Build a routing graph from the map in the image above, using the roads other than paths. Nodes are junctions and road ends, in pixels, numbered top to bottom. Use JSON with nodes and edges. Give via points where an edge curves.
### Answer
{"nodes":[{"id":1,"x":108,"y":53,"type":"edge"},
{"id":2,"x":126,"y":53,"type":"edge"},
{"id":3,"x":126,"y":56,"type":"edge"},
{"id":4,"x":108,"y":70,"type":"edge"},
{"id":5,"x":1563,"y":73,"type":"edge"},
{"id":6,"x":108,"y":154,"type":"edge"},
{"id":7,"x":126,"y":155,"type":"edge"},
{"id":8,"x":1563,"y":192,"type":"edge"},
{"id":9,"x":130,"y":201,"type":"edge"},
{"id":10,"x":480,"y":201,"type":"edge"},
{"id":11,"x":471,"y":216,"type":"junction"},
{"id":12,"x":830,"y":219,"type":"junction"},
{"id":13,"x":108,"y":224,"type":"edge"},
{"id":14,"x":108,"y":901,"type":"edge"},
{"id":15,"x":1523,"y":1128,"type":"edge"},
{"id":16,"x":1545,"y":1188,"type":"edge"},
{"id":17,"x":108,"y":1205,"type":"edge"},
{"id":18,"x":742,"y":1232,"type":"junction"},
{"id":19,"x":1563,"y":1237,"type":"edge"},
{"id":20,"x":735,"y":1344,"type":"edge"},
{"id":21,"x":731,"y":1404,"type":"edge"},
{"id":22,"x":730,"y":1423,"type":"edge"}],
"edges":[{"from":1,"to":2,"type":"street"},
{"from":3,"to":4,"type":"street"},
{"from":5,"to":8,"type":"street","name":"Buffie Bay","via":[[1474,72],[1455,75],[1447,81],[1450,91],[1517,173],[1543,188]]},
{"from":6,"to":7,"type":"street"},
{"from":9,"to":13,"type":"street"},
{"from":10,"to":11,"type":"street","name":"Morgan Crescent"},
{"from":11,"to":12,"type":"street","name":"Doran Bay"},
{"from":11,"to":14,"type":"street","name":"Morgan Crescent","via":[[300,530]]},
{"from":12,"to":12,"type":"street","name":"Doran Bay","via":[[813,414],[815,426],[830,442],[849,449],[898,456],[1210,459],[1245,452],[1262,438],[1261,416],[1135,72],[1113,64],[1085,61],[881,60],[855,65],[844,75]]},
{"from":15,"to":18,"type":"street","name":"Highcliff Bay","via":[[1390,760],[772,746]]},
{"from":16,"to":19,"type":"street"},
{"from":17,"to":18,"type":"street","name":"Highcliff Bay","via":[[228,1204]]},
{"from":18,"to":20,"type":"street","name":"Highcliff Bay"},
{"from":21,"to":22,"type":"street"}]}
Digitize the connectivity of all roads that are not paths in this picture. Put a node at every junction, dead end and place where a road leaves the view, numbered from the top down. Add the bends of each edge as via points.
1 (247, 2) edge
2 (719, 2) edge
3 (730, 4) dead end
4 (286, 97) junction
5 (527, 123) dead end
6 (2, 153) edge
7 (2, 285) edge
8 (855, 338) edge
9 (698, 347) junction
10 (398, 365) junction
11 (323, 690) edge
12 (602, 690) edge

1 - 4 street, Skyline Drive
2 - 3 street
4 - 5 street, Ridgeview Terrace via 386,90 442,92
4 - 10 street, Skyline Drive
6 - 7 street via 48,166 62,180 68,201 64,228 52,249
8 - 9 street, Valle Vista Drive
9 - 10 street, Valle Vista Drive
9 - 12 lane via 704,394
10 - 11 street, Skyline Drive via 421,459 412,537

Activity - Go through the material above line by line and copy it exactly.

Written solution -
Build a routing graph from the map in the image above, using the roads other than paths. Nodes are junctions and road ends, in pixels, numbered top to bottom. Use JSON with nodes and edges. Give via points where an edge curves.
### Answer
{"nodes":[{"id":1,"x":108,"y":53,"type":"edge"},
{"id":2,"x":126,"y":53,"type":"edge"},
{"id":3,"x":126,"y":56,"type":"edge"},
{"id":4,"x":108,"y":70,"type":"edge"},
{"id":5,"x":1563,"y":73,"type":"edge"},
{"id":6,"x":108,"y":154,"type":"edge"},
{"id":7,"x":126,"y":155,"type":"edge"},
{"id":8,"x":1563,"y":192,"type":"edge"},
{"id":9,"x":130,"y":201,"type":"edge"},
{"id":10,"x":480,"y":201,"type":"edge"},
{"id":11,"x":471,"y":216,"type":"junction"},
{"id":12,"x":830,"y":219,"type":"junction"},
{"id":13,"x":108,"y":224,"type":"edge"},
{"id":14,"x":108,"y":901,"type":"edge"},
{"id":15,"x":1523,"y":1128,"type":"edge"},
{"id":16,"x":1545,"y":1188,"type":"edge"},
{"id":17,"x":108,"y":1205,"type":"edge"},
{"id":18,"x":742,"y":1232,"type":"junction"},
{"id":19,"x":1563,"y":1237,"type":"edge"},
{"id":20,"x":735,"y":1344,"type":"edge"},
{"id":21,"x":731,"y":1404,"type":"edge"},
{"id":22,"x":730,"y":1423,"type":"edge"}],
"edges":[{"from":1,"to":2,"type":"street"},
{"from":3,"to":4,"type":"street"},
{"from":5,"to":8,"type":"street","name":"Buffie Bay","via":[[1474,72],[1455,75],[1447,81],[1450,91],[1517,173],[1543,188]]},
{"from":6,"to":7,"type":"street"},
{"from":9,"to":13,"type":"street"},
{"from":10,"to":11,"type":"street","name":"Morgan Crescent"},
{"from":11,"to":12,"type":"street","name":"Doran Bay"},
{"from":11,"to":14,"type":"street","name":"Morgan Crescent","via":[[300,530]]},
{"from":12,"to":12,"type":"street","name":"Doran Bay","via":[[813,414],[815,426],[830,442],[849,449],[898,456],[1210,459],[1245,452],[1262,438],[1261,416],[1135,72],[1113,64],[1085,61],[881,60],[855,65],[844,75]]},
{"from":15,"to":18,"type":"street","name":"Highcliff Bay","via":[[1390,760],[772,746]]},
{"from":16,"to":19,"type":"street"},
{"from":17,"to":18,"type":"street","name":"Highcliff Bay","via":[[228,1204]]},
{"from":18,"to":20,"type":"street","name":"Highcliff Bay"},
{"from":21,"to":22,"type":"street"}]}
Digitize the connectivity of all roads that are not paths in this picture. Put a node at every junction, dead end and place where a road leaves the view, numbered from the top down. Add the bends of each edge as via points.
1 (247, 2) edge
2 (719, 2) edge
3 (730, 4) dead end
4 (286, 97) junction
5 (527, 123) dead end
6 (2, 153) edge
7 (2, 285) edge
8 (855, 338) edge
9 (698, 347) junction
10 (398, 365) junction
11 (323, 690) edge
12 (602, 690) edge

1 - 4 street, Skyline Drive
2 - 3 street
4 - 5 street, Ridgeview Terrace via 386,90 442,92
4 - 10 street, Skyline Drive
6 - 7 street via 48,166 62,180 68,201 64,228 52,249
8 - 9 street, Valle Vista Drive
9 - 10 street, Valle Vista Drive
9 - 12 lane via 704,394
10 - 11 street, Skyline Drive via 421,459 412,537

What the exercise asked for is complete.